Ce cri emplit la nuit. Un Tel sent un besoin de respirer en des saisons meilleures un air léger et calme que n'aigriraient plus les odeurs d'iode et de picrate. Mais il importait avant tout de se battre, de subir des maux innombrables et de verser, sans mesure, un sang vigoureux, car la France, grande et jolie blessée, étouffait, elle aussi, sous l'étreinte de son implacable adversaire.
LE RETOUR
Un Tel, au sortir de la mêlée, ayant traversé les hôpitaux où la joie de vivre est atténuée par la douleur, revoit enfin les rues de son enfance, et leur cher aspect coutumier est plus que jamais sensible à son cœur.
Les boutiquières souriantes ont une jeunesse et des grâces qu'Un Tel ignorait. Les bars, jadis bruyants, illuminés, où se pressait une foule énervée, sont devenus des lieux de causerie, sortes d'oasis charmeuses où se retrouvent le permissionnaire, le blessé et le réfugié, ce pèlerin de la guerre.

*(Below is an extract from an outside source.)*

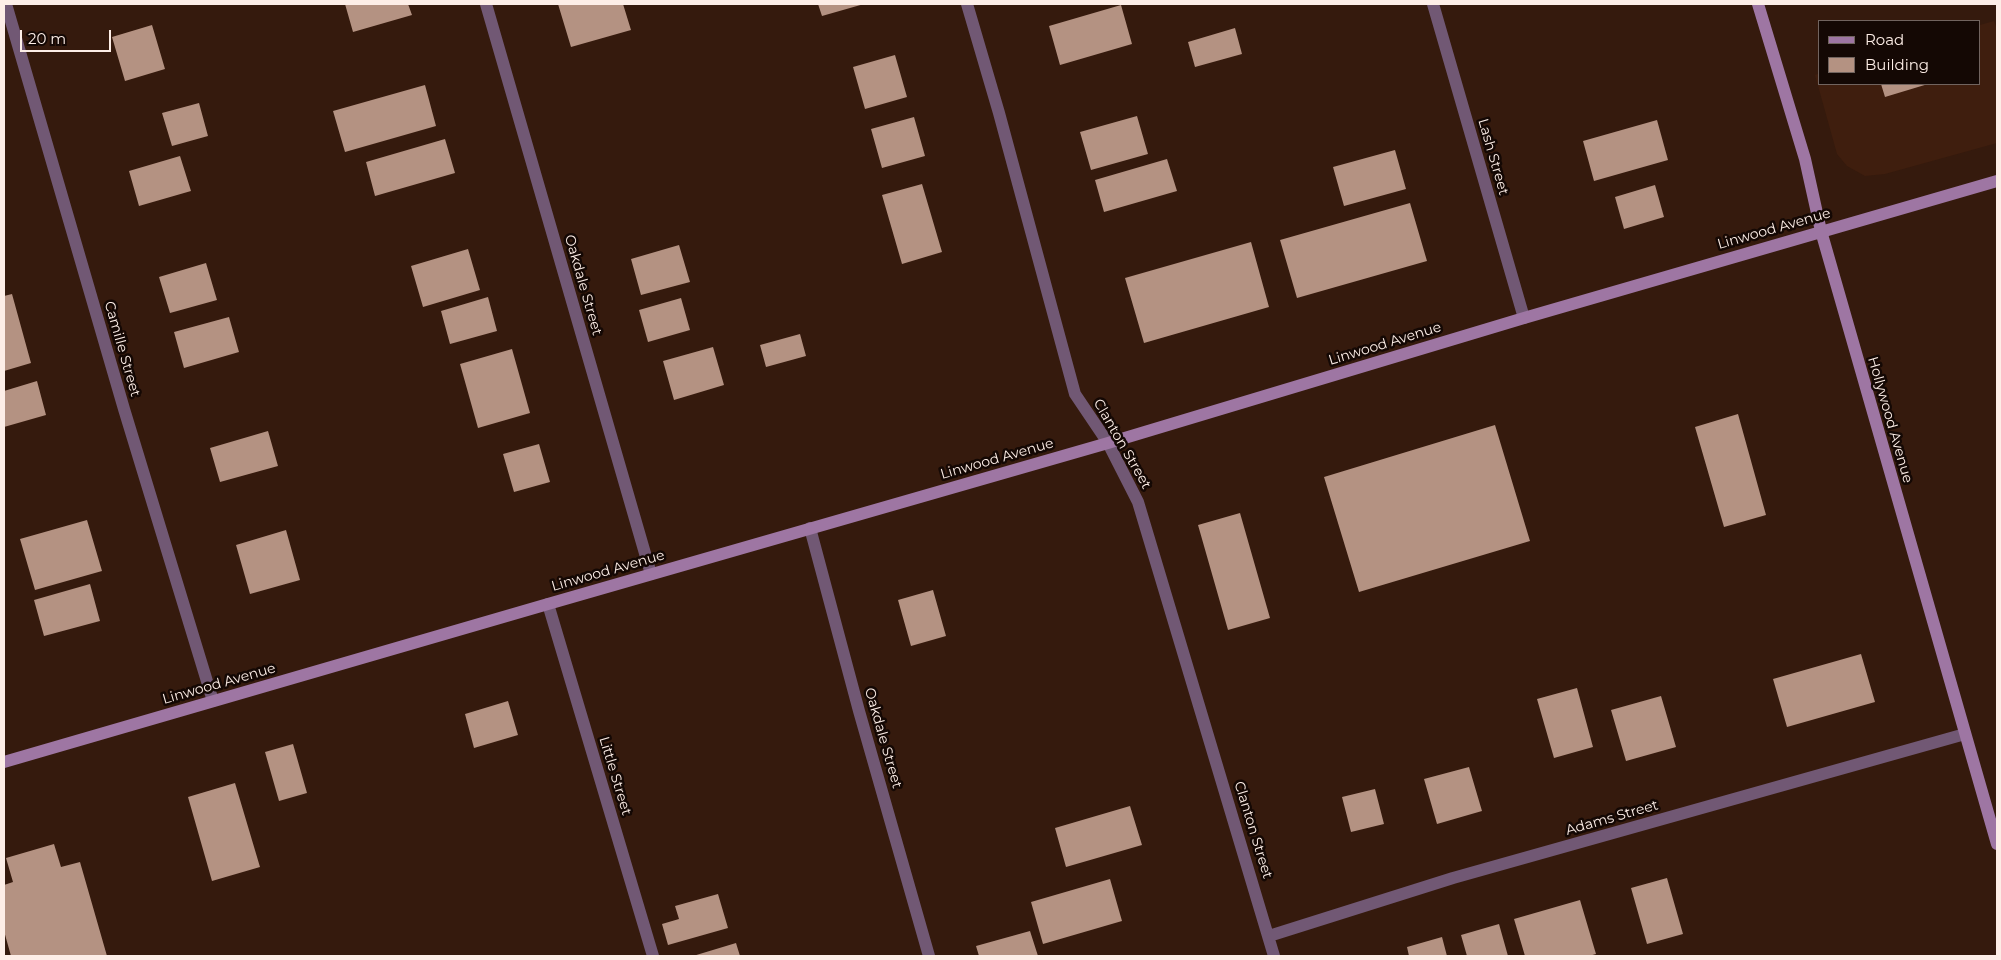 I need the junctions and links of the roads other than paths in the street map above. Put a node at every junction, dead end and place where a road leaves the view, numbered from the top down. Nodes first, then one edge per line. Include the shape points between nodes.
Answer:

L'hostilité des uns s'est atténuée, les rancunes irraisonnées des autres sont mortes. Il semblerait que le quartier, sentant passer la grande menace, a groupé, fraternellement, dans ses vieux murs, ceux que divisaient naguère des humeurs et des intérêts opposés.
Un Tel visite, non sans orgueil, son quartier. Il se montre. N'est-il pas le sauveur, celui sans qui l'église archaïque aux tours émouvantes, le jardin aux gazons réguliers, l'école où chantent des gamines, n'existeraient plus, férocement anéantis?
On l'accueille, on le fête! Les vieillards, dont l'âme vacillante prête à la guerre des horreurs qu'elle n'a pas, l'admirent, et les commères, que sa fantaisie irrita, condescendent à l'estimer pour ce qu'il représente de force nécessaire.
L'illusionnisme d'Un Tel ne saurait néanmoins le porter à croire que cette sympathie totale durera, la guerre terminée. De ce qu'elle est éphémère et fuyante, il en goûte mieux, au contraire, le bien-être et le charme.